Reading and writing data files is a common task, and Python offers native support for working with many kinds of data files. Today, we're going to be working mainly with CSVs.

Import the csv module

We're going to be working with delimited text files, so the first thing we need to do is import this functionality from the standard library.


In [ ]:
import csv

Opening a file to read the contents

We're going to use something called a with statement to open a file and read the contents. The open() function takes at least two arguments: The path to the file you're opening and what "mode" you're opening it in.

To start with, we're going to use the 'r' mode to read the data. We'll use the default arguments for delimiter -- comma -- and we don't need to specify a quote character.

Important: If you open a data file in w (write) mode, anything that's already in the file will be erased.

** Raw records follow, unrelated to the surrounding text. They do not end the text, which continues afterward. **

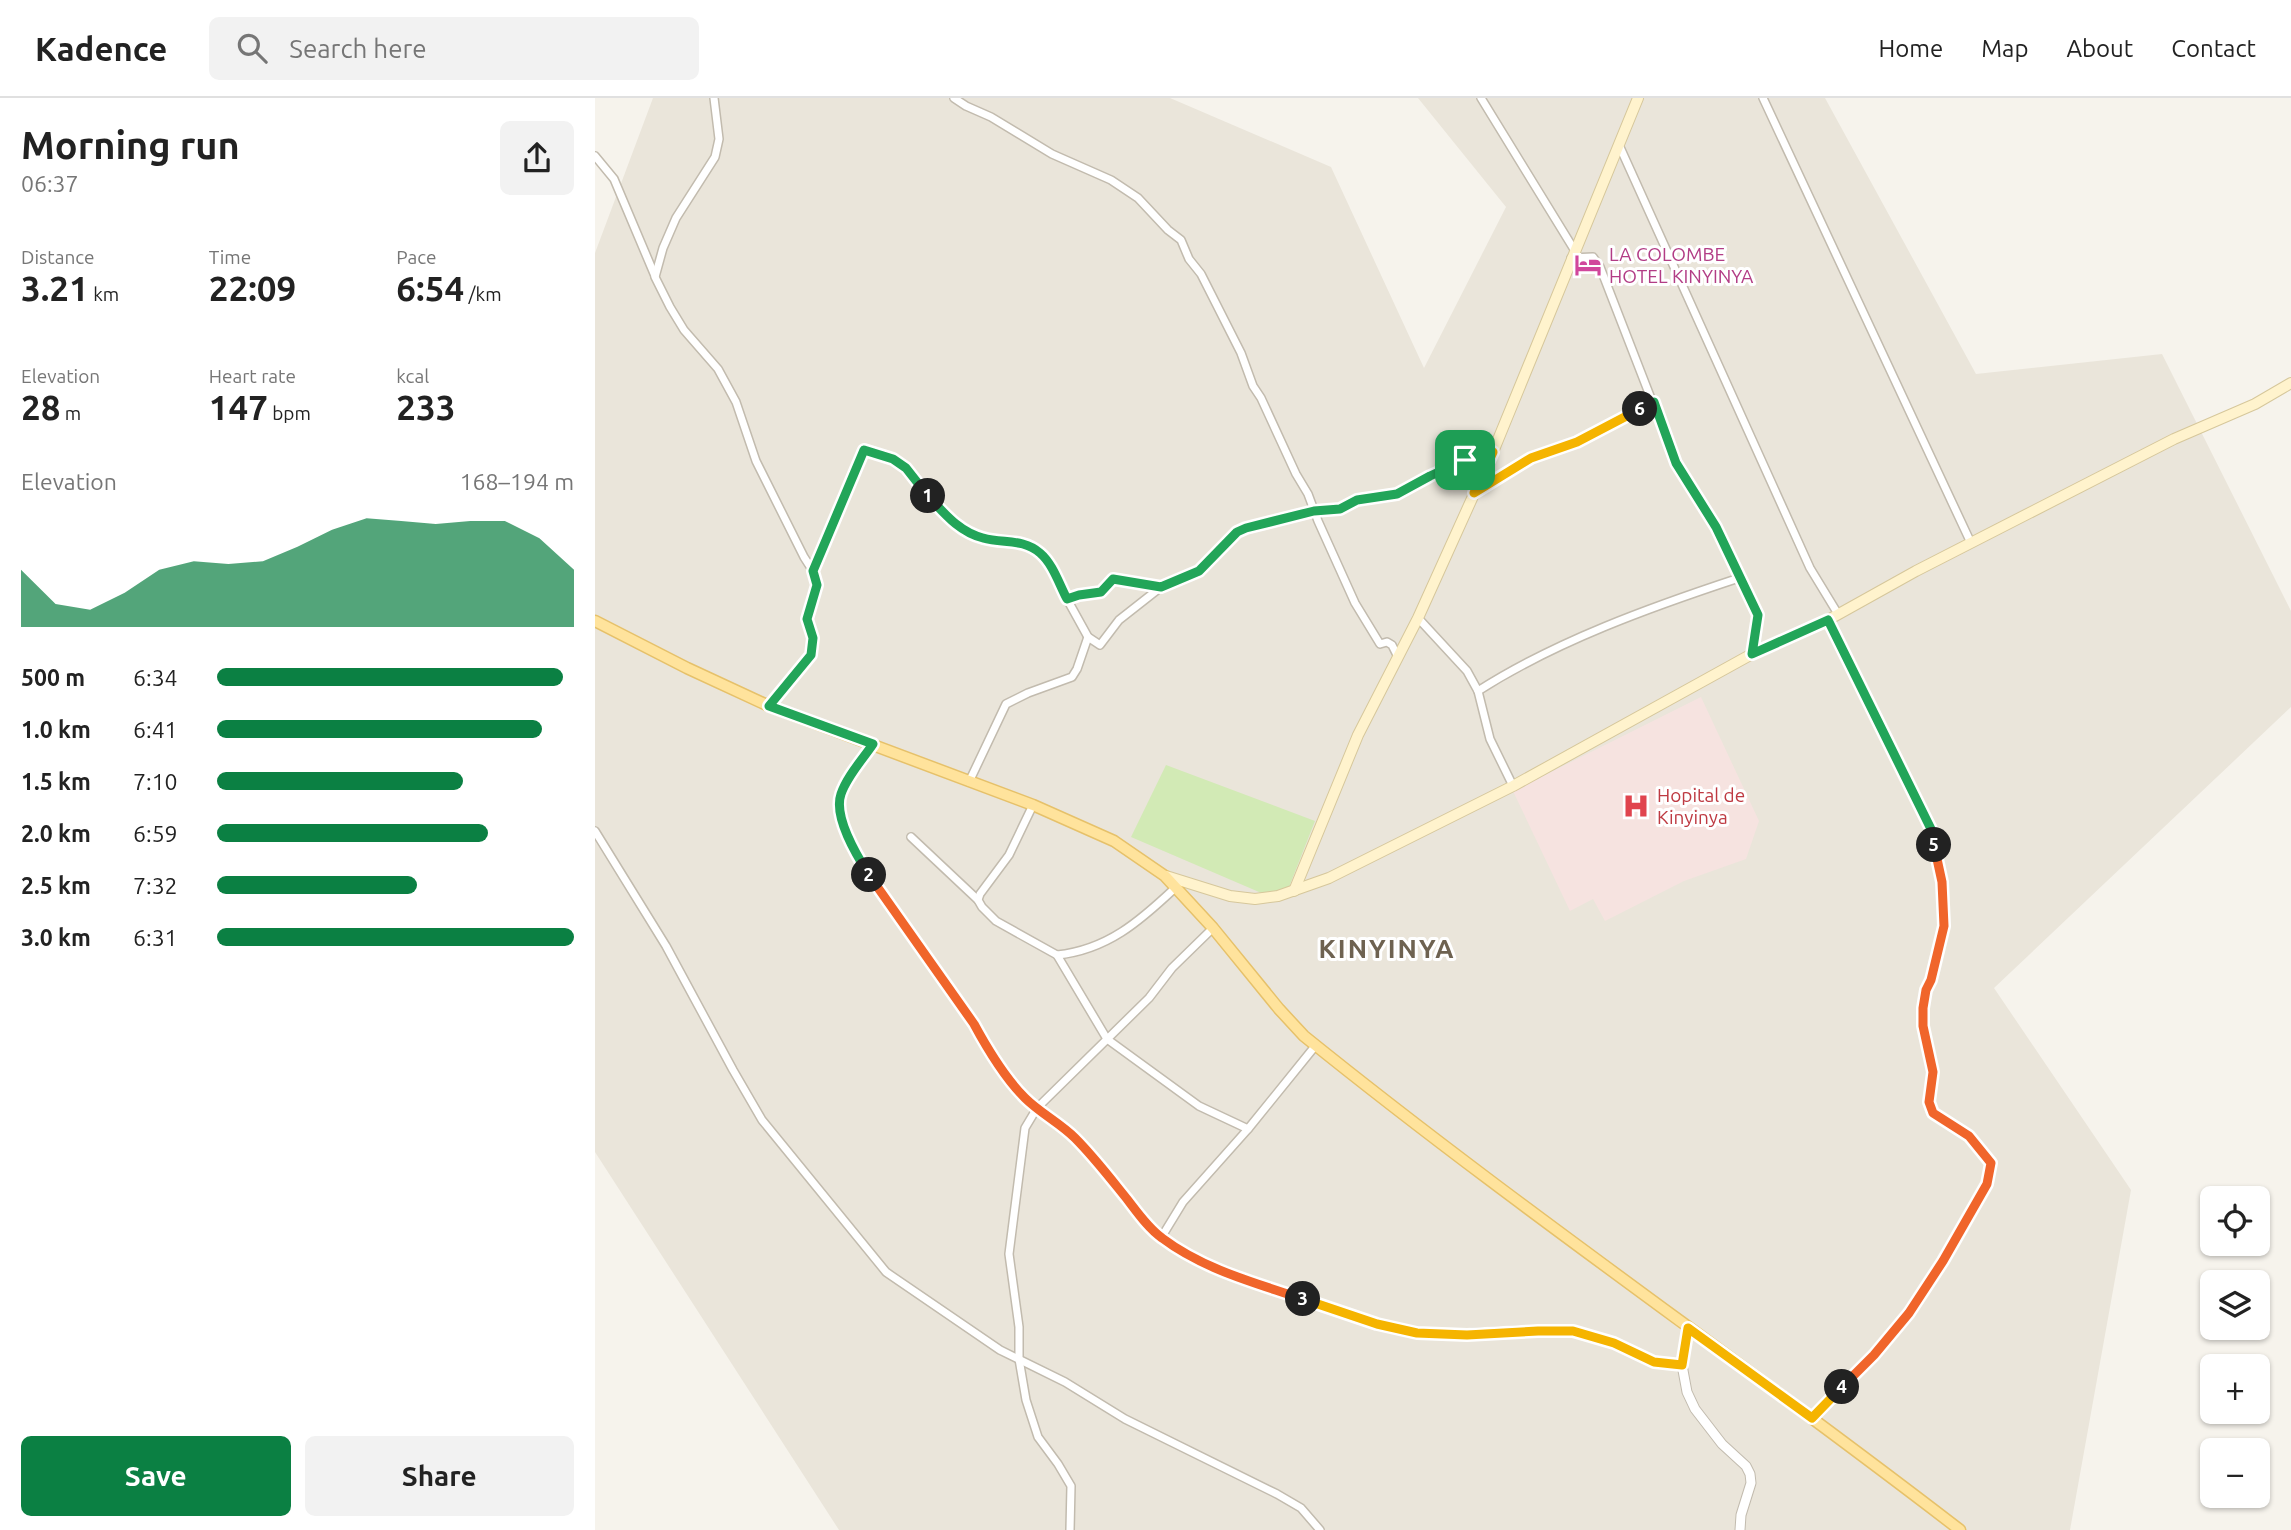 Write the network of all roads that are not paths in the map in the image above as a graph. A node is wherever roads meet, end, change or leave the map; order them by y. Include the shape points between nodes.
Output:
1 (714, 98) edge
2 (954, 98) edge
3 (1481, 98) edge
4 (1638, 98) edge
5 (1763, 98) edge
6 (1619, 145) junction
7 (595, 156) edge
8 (1573, 255) junction
9 (655, 277) junction
10 (2291, 383) edge
11 (1654, 402) junction
12 (1493, 452) junction
13 (1474, 493) junction
14 (1314, 511) junction
15 (1971, 543) junction
16 (813, 571) junction
17 (1739, 578) junction
18 (1161, 587) junction
19 (1067, 599) junction
20 (1833, 617) junction
21 (1418, 618) junction
22 (595, 621) edge
23 (1088, 637) junction
24 (1752, 654) junction
25 (1398, 657) junction
26 (1478, 691) junction
27 (769, 706) junction
28 (873, 744) junction
29 (968, 782) junction
30 (1513, 786) junction
31 (1033, 805) junction
32 (595, 831) edge
33 (911, 837) dead end
34 (1165, 876) junction
35 (1175, 888) junction
36 (1294, 891) junction
37 (978, 900) junction
38 (1213, 928) junction
39 (1057, 955) junction
40 (1107, 1039) junction
41 (1316, 1045) junction
42 (1037, 1108) junction
43 (1248, 1129) junction
44 (1161, 1238) junction
45 (1688, 1328) junction
46 (1019, 1359) junction
47 (1682, 1365) junction
48 (1812, 1418) junction
49 (1070, 1530) edge
50 (1319, 1530) edge
51 (1740, 1530) edge
52 (1960, 1530) edge

1 - 9 street via 719,139 715,157 676,218
2 - 14 street via 1052,154 1120,185 1181,240 1241,353
3 - 8 street
4 - 6 main road
5 - 15 street
6 - 8 main road
6 - 20 street
7 - 9 street via 614,178
8 - 11 street via 1597,260
8 - 12 main road
9 - 16 street via 684,330 718,369 737,402 756,461
10 - 15 main road
11 - 13 street via 1577,442 1531,458
11 - 17 street via 1676,463 1716,527
12 - 13 main road
12 - 14 street via 1481,452 1397,494
13 - 21 main road
14 - 18 street via 1237,532 1199,571
14 - 25 street via 1365,622 1380,644 1392,645
15 - 20 main road
16 - 19 street via 864,450 906,468 940,509 969,533 1023,543 1038,551 1049,562
16 - 27 street via 817,585 807,619 813,638 811,655
17 - 24 street via 1758,615
17 - 26 street via 1567,643
18 - 19 street via 1113,579 1101,592
18 - 23 street via 1119,620 1100,645
19 - 23 street
20 - 24 main road
20 - 48 street via 1931,829 1942,882 1944,926 1923,1016 1933,1072 1929,1102 1933,1113 1969,1136 1991,1163 1987,1184 1909,1313
21 - 25 main road
21 - 26 street via 1467,671
22 - 27 main road
23 - 29 street via 1072,677 1006,704
24 - 30 main road
25 - 36 main road via 1357,735
26 - 30 street via 1490,739
27 - 28 main road
28 - 29 main road
28 - 42 street via 839,797 854,852 1009,1079
29 - 31 main road
30 - 36 main road
31 - 34 main road via 1114,841
31 - 37 street via 1009,855
32 - 46 street via 666,946 762,1120 886,1272
33 - 37 street
34 - 35 main road
34 - 36 main road via 1230,896 1267,898
35 - 38 main road
35 - 39 street via 1139,922 1115,936 1078,953
37 - 39 street via 996,920
38 - 40 street
38 - 41 main road via 1279,1009
39 - 40 street
40 - 42 street
40 - 43 street via 1199,1106
41 - 43 street
41 - 45 main road
42 - 44 street via 1093,1156
42 - 46 street via 1025,1128 1009,1254
43 - 44 street via 1182,1202
44 - 47 street via 1241,1279 1377,1324 1417,1333 1467,1335 1573,1331 1654,1362
45 - 47 street
45 - 48 main road
46 - 49 street via 1038,1437 1071,1486
46 - 50 street via 1125,1419 1277,1494 1301,1508
47 - 51 street via 1695,1409 1750,1474
48 - 52 main road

The file we're using -- MLB roster data from 2017 -- lives at data/mlb.csv.

Once we have the file open, we're going to use some functionality from the csv module to iterate over the lines of data and print each one.

Specifically, we're going to use the csv.reader method, which returns a list of lines in the data file. Each line, in turn, is a list of the "cells" of data in that line.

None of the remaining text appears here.